Yeah, exactly. And the important thing about that is then that, did you hear that Supermicro got delisted from the NASDAQ stock exchange for being unable to prove the provenance of their components? I did actually read about that. Yeah, if they'd used our processor or used the techniques like it, they would have been
able to say, knock yourselves out, go and have a look at the, go and have a look at the HDL. And Huawei would have been able to take the US government to court over the removal of things because they'd be able to say, no, no, Mr. Trump, here's the under-SGR license,
you can actually expect the HDL. But you can't even do that with an Intel processor right now, or an AMD or an ARM or anything, because they licensed third-party macros. Intel will license about 60 different pieces of HDL for subcomponents, where even if you had
a customer come along with several million dollars saying, here's a wad of cash, I want to look at the source code, they'd hit a wall of 1000 lawyers from third-party IP. Right, and that impedes any further innovation in the space?
Basically, yes. Yeah, so we're actually sort of smashing open a whole stack of doors of, of what's it called, apathy. We're not just doing, you know, using this in Python, we're actually giving free software developers the opportunity to contribute to something that's
part of the future of computing. It's a fantastic project to be part of. Yeah, absolutely. It's pretty awesome. I'm delighted. We've got
€650,000 in funding from NLNet and from NGI Pointer. So if anybody wants to help out, they're more than welcome to do so. Yeah, we've essentially run out of time, and there will be a 10-minute break. But I feel like you've covered every possible question anybody could have possibly come up with. So thank you for giving this talk.

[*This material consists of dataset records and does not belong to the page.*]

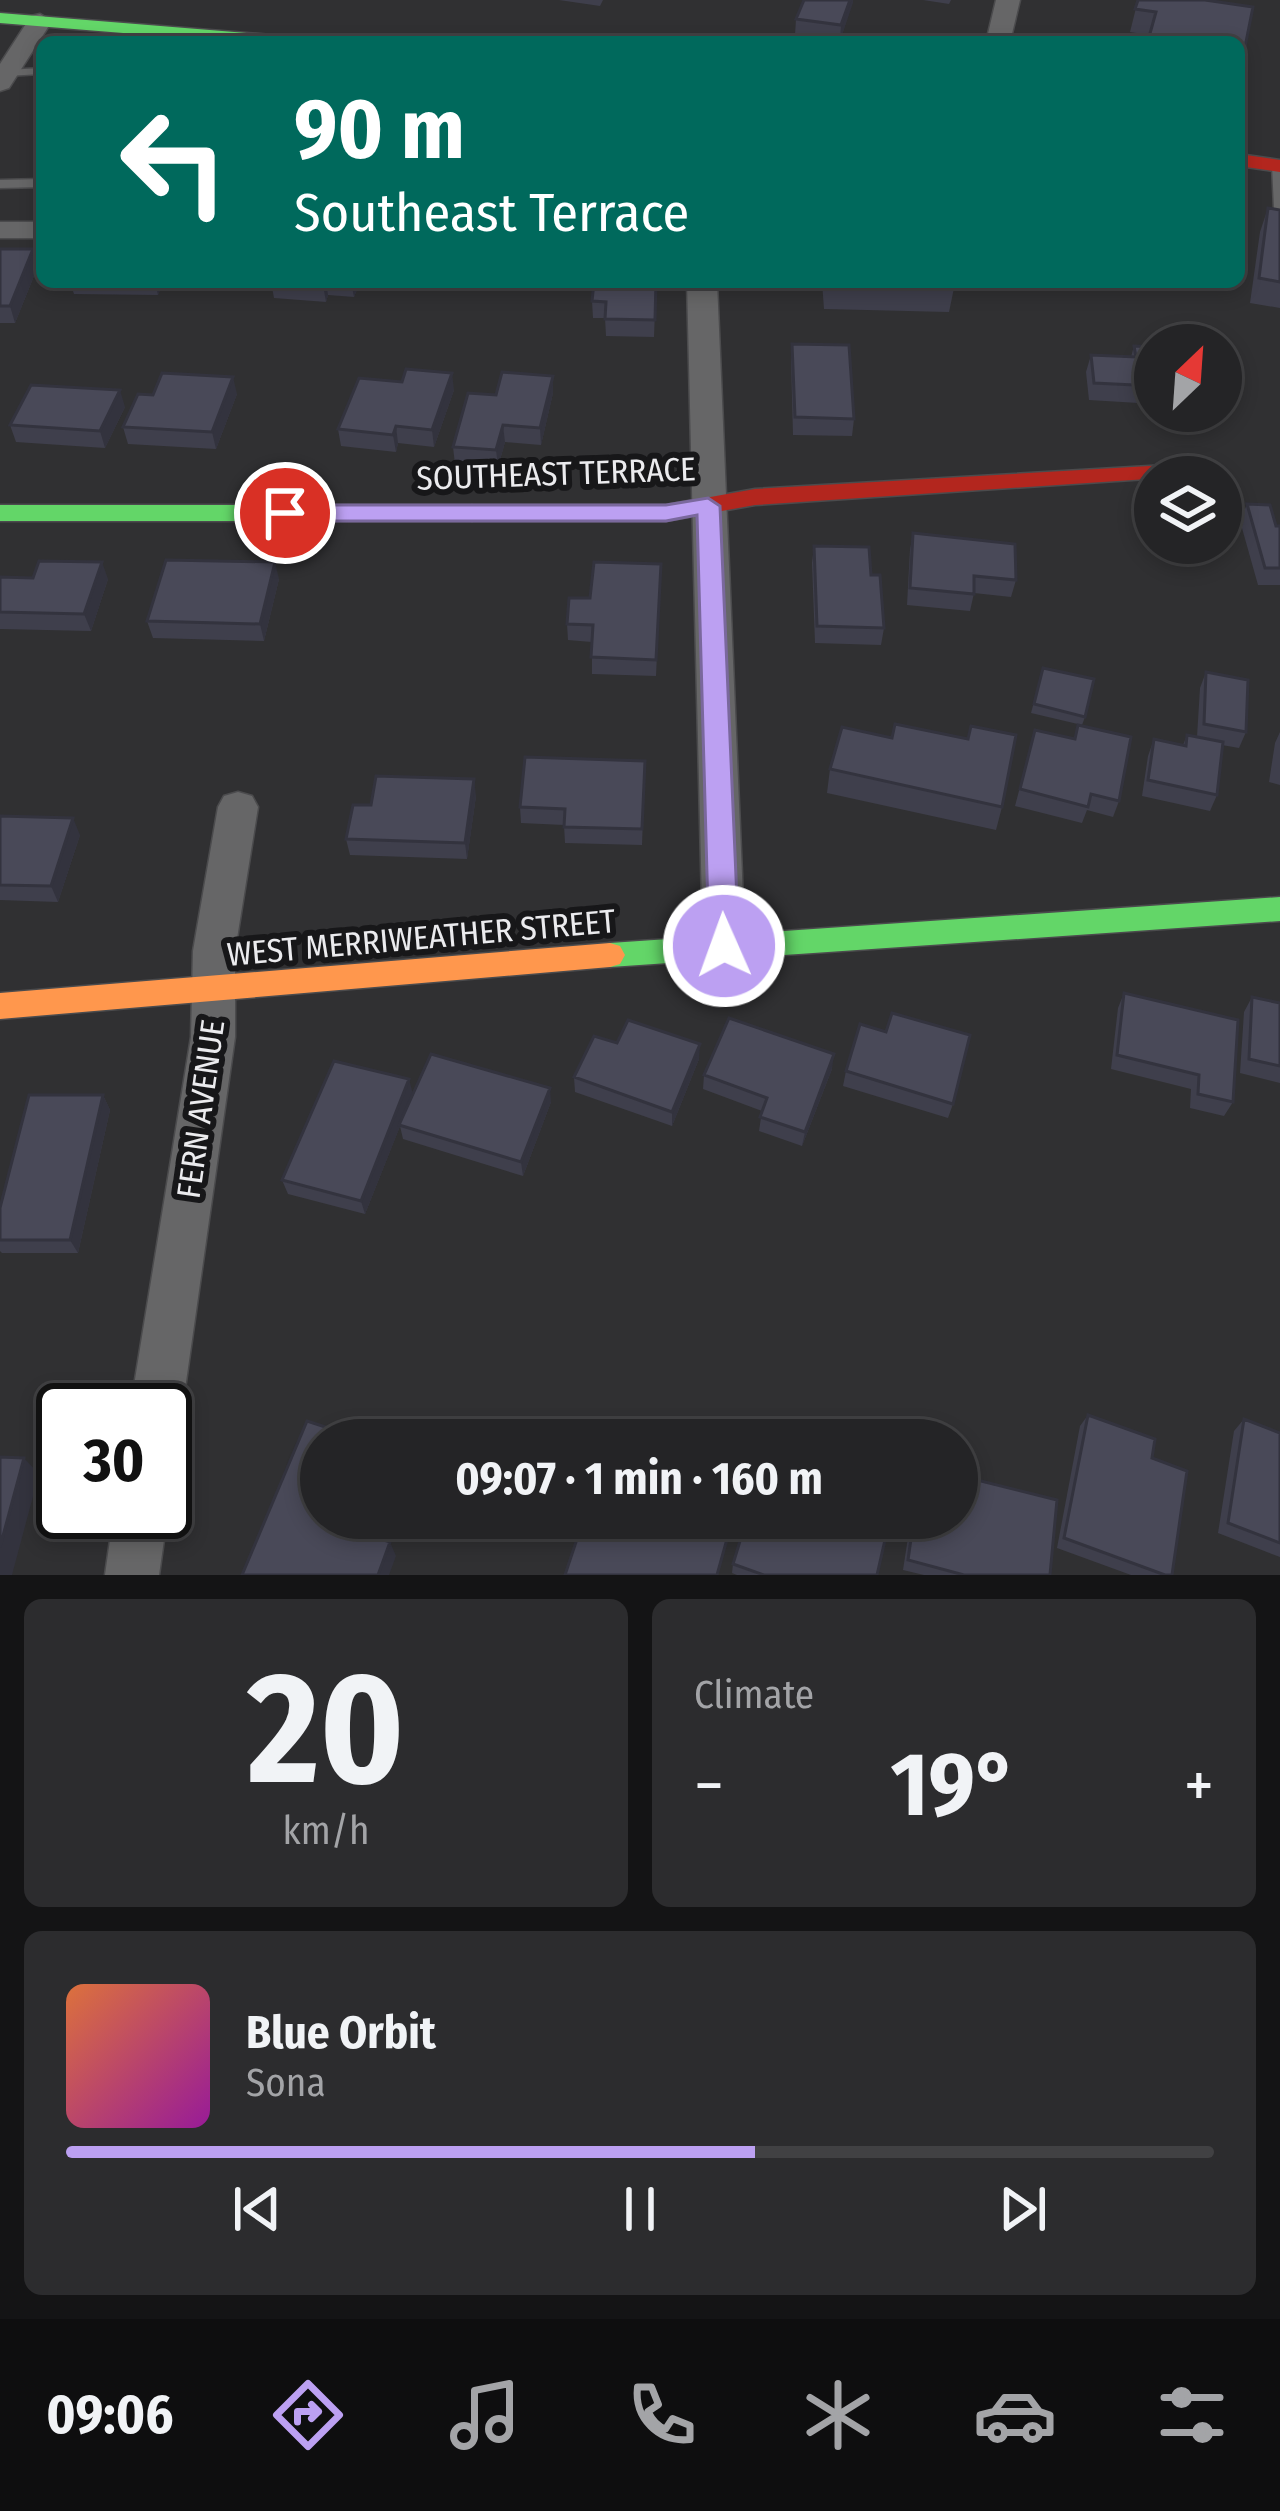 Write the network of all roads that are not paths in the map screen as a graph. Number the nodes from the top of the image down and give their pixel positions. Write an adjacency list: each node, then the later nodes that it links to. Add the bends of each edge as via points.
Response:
1 (1008, 0): 6 (street)
2 (0, 18): 3 (street)
3 (40, 21): 4 (street); 8 (street)
4 (107, 34): 5 (street)
5 (151, 36)
6 (999, 36)
7 (36, 72): 8 (lane)
8 (3, 78)
9 (1245, 161): 10 (street)
10 (1279, 166): 13 (lane)
11 (0, 184): 12 (lane)
12 (36, 184)
13 (1280, 208)
14 (0, 230): 15 (street)
15 (36, 230)
16 (702, 288): 18 (street)
17 (1134, 474): 18 (street, SOUTHEAST TERRACE)
18 (708, 506): 19 (street, SOUTHEAST TERRACE, via 666,513); 22 (street)
19 (0, 512)
20 (238, 807): 23 (street, FERN AVENUE)
21 (1280, 909): 22 (street, WEST MERRIWEATHER STREET)
22 (724, 946): 23 (street, WEST MERRIWEATHER STREET)
23 (214, 992): 24 (street, WEST MERRIWEATHER STREET); 25 (street, FERN AVENUE)
24 (0, 1006)
25 (161, 1383)
26 (137, 1539): 27 (street)
27 (131, 1575) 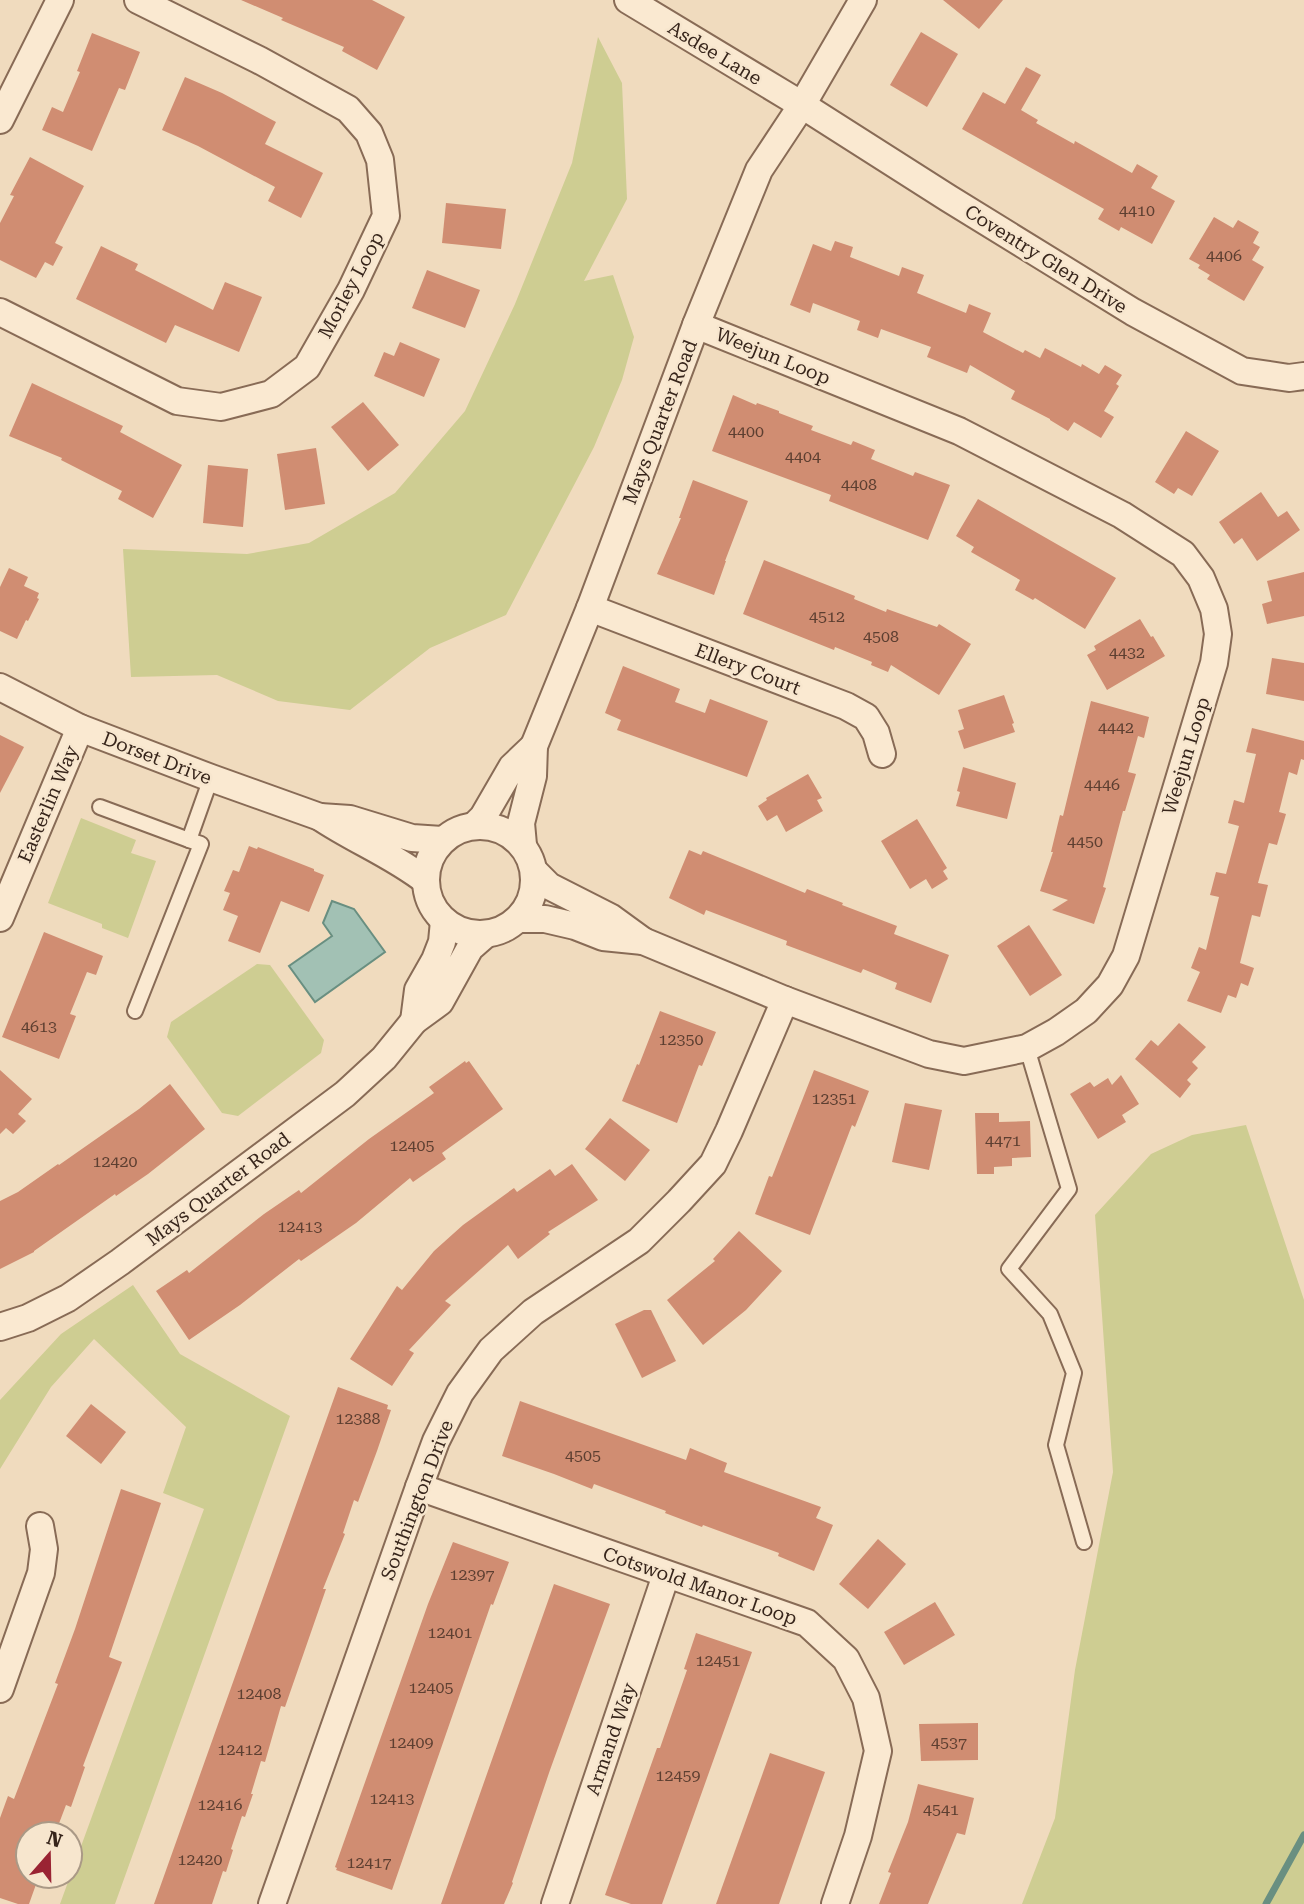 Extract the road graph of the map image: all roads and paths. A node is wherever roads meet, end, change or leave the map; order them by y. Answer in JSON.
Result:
{"nodes":[{"id":1,"x":60,"y":0,"type":"edge"},
{"id":2,"x":138,"y":0,"type":"edge"},
{"id":3,"x":628,"y":0,"type":"edge"},
{"id":4,"x":863,"y":0,"type":"edge"},
{"id":5,"x":802,"y":105,"type":"junction"},
{"id":6,"x":0,"y":120,"type":"edge"},
{"id":7,"x":0,"y":312,"type":"edge"},
{"id":8,"x":696,"y":325,"type":"junction"},
{"id":9,"x":1304,"y":376,"type":"edge"},
{"id":10,"x":590,"y":608,"type":"junction"},
{"id":11,"x":0,"y":687,"type":"edge"},
{"id":12,"x":80,"y":728,"type":"junction"},
{"id":13,"x":534,"y":746,"type":"junction"},
{"id":14,"x":882,"y":754,"type":"dead end"},
{"id":15,"x":211,"y":778,"type":"junction"},
{"id":16,"x":100,"y":807,"type":"dead end"},
{"id":17,"x":320,"y":817,"type":"junction"},
{"id":18,"x":475,"y":825,"type":"junction"},
{"id":19,"x":189,"y":840,"type":"junction"},
{"id":20,"x":442,"y":840,"type":"junction"},
{"id":21,"x":523,"y":845,"type":"junction"},
{"id":22,"x":534,"y":871,"type":"junction"},
{"id":23,"x":426,"y":881,"type":"junction"},
{"id":24,"x":0,"y":918,"type":"edge"},
{"id":25,"x":519,"y":919,"type":"junction"},
{"id":26,"x":444,"y":921,"type":"junction"},
{"id":27,"x":486,"y":934,"type":"junction"},
{"id":28,"x":643,"y":941,"type":"junction"},
{"id":29,"x":785,"y":1000,"type":"junction"},
{"id":30,"x":135,"y":1011,"type":"dead end"},
{"id":31,"x":414,"y":1021,"type":"junction"},
{"id":32,"x":1027,"y":1048,"type":"junction"},
{"id":33,"x":0,"y":1327,"type":"edge"},
{"id":34,"x":419,"y":1487,"type":"junction"},
{"id":35,"x":40,"y":1526,"type":"dead end"},
{"id":36,"x":1084,"y":1542,"type":"dead end"},
{"id":37,"x":666,"y":1575,"type":"junction"},
{"id":38,"x":0,"y":1689,"type":"edge"},
{"id":39,"x":279,"y":1902,"type":"edge"},
{"id":40,"x":555,"y":1904,"type":"edge"},
{"id":41,"x":835,"y":1904,"type":"edge"}],
"edges":[{"from":1,"to":6,"type":"street"},
{"from":2,"to":7,"type":"street","name":"Morley Loop"},
{"from":3,"to":5,"type":"street","name":"Asdee Lane"},
{"from":4,"to":5,"type":"street","name":"Mays Quarter Road"},
{"from":5,"to":8,"type":"street","name":"Mays Quarter Road"},
{"from":5,"to":9,"type":"street","name":"Coventry Glen Drive"},
{"from":8,"to":10,"type":"street","name":"Mays Quarter Road"},
{"from":8,"to":32,"type":"street","name":"Weejun Loop"},
{"from":10,"to":13,"type":"street","name":"Mays Quarter Road"},
{"from":10,"to":14,"type":"street","name":"Ellery Court"},
{"from":11,"to":12,"type":"street","name":"Dorset Drive"},
{"from":12,"to":15,"type":"street","name":"Dorset Drive"},
{"from":12,"to":24,"type":"street","name":"Easterlin Way"},
{"from":13,"to":18,"type":"street","name":"Mays Quarter Road"},
{"from":13,"to":21,"type":"street","name":"Mays Quarter Road"},
{"from":15,"to":17,"type":"street","name":"Dorset Drive"},
{"from":15,"to":19,"type":"lane"},
{"from":16,"to":19,"type":"lane"},
{"from":17,"to":20,"type":"street","name":"Dorset Drive"},
{"from":17,"to":23,"type":"street","name":"Dorset Drive"},
{"from":18,"to":20,"type":"street"},
{"from":18,"to":21,"type":"street"},
{"from":19,"to":30,"type":"lane"},
{"from":20,"to":23,"type":"street"},
{"from":21,"to":22,"type":"street","name":"Mays Quarter Road"},
{"from":22,"to":25,"type":"street"},
{"from":22,"to":28,"type":"street","name":"Weejun Loop"},
{"from":23,"to":26,"type":"street"},
{"from":25,"to":27,"type":"street","name":"Mays Quarter Road"},
{"from":25,"to":28,"type":"street","name":"Weejun Loop"},
{"from":26,"to":27,"type":"street"},
{"from":26,"to":31,"type":"street","name":"Mays Quarter Road"},
{"from":27,"to":31,"type":"street","name":"Mays Quarter Road"},
{"from":28,"to":29,"type":"street","name":"Weejun Loop"},
{"from":29,"to":32,"type":"street","name":"Weejun Loop"},
{"from":29,"to":34,"type":"street","name":"Southington Drive"},
{"from":31,"to":33,"type":"street","name":"Mays Quarter Road"},
{"from":32,"to":36,"type":"lane"},
{"from":34,"to":37,"type":"street","name":"Cotswold Manor Loop"},
{"from":34,"to":39,"type":"street","name":"Southington Drive"},
{"from":35,"to":38,"type":"street"},
{"from":37,"to":40,"type":"street","name":"Armand Way"},
{"from":37,"to":41,"type":"street","name":"Cotswold Manor Loop"}]}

Is there, if people want to follow up, there's a breakout room available that they continue to, they can continue to ask questions in if you're available to answer anything else. But beyond that, it's because I feel like this is something people would want to do. Do you have a
preferred way of, preferred medium for communication? Like, can you be reached through Twitter or email or something? We're under audit conditions with NLNet, so private conversations are fine, no problem. But for technical discussions and etc, etc, we
have to use the IRC channel, which is logged, and mailing list on lists.libresoc.org. All resources and everything available, you just go to libresoc.org, or we're pretty high up on the search engines now. Just type in libresoc and you'll find us. All right. Thanks, Luke. That was an incredible talk. I learned a lot. I feel like it's going to
take a few months before it all settles in. And yeah, for everybody who is still currently in this room, we will now be taking a 10-minute break. I think we're at about the halfway mark
for the conference. Following that break, you will have a new session chair in this room. The next talk will be the spec you never knew you needed, and it'll be the next session chair's responsibility to give the pits for all of those. So thank you all for attending this talk. Once again, Luke, thank you for delivering it,
and I hope you have a good afternoon.